Gianni Alioti di Weapon Watch ha sottolineato come l’Italia ha perso negli ultimi anni il controllo di imprese d’avanguardia, ad esempio nel settore ferroviario sempre a favore del comparto della Difesa regolarmente promosso nelle grandi Expo di armi come il recente World Defense Show che si è tenuto in Arabia Saudita lo scorso febbraio 2024.

La stessa legge 185/90, approvata per dare applicazione all’articolo 11 della Costituzione, è – come ha dichiarato Chiara Bonaiuti di Ires Toscana – sotto l’attacco di una riforma in via di approvazione che mira essenzialmente a svuotarne l’efficacia impedendo, tra l’altro, la conoscibilità del coinvolgimento delle banche nel finanziamento e sostegno alle imprese delle armi.

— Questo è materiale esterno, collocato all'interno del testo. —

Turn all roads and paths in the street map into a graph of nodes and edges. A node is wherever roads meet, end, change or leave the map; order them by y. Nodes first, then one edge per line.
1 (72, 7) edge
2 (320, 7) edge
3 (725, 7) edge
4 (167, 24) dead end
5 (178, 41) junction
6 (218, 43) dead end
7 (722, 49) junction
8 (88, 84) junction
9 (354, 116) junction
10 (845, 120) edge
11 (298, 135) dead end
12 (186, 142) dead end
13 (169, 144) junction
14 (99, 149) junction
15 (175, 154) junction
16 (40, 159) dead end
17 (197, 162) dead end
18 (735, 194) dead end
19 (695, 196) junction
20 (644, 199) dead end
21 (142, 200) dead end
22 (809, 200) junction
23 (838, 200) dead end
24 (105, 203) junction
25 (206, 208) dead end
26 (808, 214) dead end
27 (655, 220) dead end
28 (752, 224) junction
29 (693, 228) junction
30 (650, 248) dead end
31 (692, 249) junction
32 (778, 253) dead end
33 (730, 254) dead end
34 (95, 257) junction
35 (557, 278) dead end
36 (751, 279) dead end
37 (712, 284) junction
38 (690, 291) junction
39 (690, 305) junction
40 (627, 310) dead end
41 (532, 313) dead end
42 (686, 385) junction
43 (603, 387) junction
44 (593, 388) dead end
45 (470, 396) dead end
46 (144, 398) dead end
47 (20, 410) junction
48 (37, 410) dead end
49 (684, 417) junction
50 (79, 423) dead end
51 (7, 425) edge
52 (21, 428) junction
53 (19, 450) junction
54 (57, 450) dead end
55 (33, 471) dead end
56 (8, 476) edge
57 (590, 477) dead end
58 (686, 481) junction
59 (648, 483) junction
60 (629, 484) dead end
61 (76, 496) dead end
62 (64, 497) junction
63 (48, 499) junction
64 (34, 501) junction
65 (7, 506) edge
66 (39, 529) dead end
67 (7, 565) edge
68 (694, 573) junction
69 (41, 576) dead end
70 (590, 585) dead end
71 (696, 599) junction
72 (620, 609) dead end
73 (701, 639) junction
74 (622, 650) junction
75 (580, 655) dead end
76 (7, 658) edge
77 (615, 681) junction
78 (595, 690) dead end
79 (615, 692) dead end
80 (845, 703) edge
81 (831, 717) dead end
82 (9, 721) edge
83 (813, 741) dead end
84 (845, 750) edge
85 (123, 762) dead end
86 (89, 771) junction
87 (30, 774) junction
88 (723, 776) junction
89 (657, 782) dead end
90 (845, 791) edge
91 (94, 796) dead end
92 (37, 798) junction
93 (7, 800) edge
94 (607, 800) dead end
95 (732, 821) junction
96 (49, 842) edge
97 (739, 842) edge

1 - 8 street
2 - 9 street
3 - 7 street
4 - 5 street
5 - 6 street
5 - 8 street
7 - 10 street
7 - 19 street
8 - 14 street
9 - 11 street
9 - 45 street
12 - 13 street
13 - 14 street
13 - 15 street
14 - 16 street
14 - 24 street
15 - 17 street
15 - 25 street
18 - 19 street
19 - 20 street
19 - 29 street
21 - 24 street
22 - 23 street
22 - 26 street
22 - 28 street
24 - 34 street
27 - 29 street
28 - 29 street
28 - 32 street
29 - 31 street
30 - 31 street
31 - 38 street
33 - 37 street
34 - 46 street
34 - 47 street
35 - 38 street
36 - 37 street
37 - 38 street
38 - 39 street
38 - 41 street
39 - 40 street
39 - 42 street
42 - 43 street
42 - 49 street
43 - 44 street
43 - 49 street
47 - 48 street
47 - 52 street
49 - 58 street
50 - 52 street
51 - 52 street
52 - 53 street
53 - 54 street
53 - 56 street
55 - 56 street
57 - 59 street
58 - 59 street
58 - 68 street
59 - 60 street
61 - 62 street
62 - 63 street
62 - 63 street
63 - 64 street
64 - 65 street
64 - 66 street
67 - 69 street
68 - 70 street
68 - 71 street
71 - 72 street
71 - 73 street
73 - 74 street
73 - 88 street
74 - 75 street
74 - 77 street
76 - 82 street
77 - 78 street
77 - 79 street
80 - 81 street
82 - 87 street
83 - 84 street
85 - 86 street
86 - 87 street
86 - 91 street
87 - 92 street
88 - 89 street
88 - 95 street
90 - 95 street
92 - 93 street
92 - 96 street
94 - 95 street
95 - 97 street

Già nel maggio 2023, – ha fatto invece notare Cinzia Guaita del Comitato riconversione Rwm– l’attuale governo ha rimosso il bando imposto nel 2020 all’esportazione di missili e bombe prodotte dalla Rwm in Italia e dirette in Arabia Saudita (uno dei maggiori Paesi importatori di sistemi d’arma) per “l’attenuazione del rischio” di utilizzo sulla popolazione civile nel conflitto dimenticato in Yemen.

La stessa legge 185/90 prevede un fondo per la riconversione industriale dal bellico al civile che non è mai stato finanziato per evidente opposizione del complesso militar industriale che ora è al centro del clima di corsa agli armamenti – ha detto Maurizio Simoncelli di Iriad- anche nell’Unione Europea che già da sola, cioè senza la Gran Bretagna, spende per la “difesa” il triplo della Russia. L’Italia si è impegnata, come ribadito nel vertice Nato di Washington, a raggiungere il 2% del Pil in spesa militare, come chiesto dall’Alleanza atlantica», chiedendo l’esclusione di tali cifre dai limiti imposti dal patto di stabilità ristabilito nell’Europa post pandemia e che inciderà, invece, sui mancati finanziamenti per spese sociali, scuola e sanità pubblica.

L’assuefazione dell’opinione pubblica verso l’inevitabilità di tali scelte si spiega, secondo Carlo Cefaloni di Economia Disarmata, «con l’egemonia della cultura della guerra diffusa dai principali media che ridicolizzano, osteggiano e ignorano le voci competenti di chi, come ad esempio Rete Italiana Pace e Disarmo, cerca di opporsi alla deriva del “sonnambulismo” delle coscienze, sperimentato in altre epoche della storia recente, che rischia sempre di più di precipitare il nostro Paese, l’Europa e il mondo interno sul piano inclinato della guerra senza ritorno nell’era della possibile mezzanotte nucleare».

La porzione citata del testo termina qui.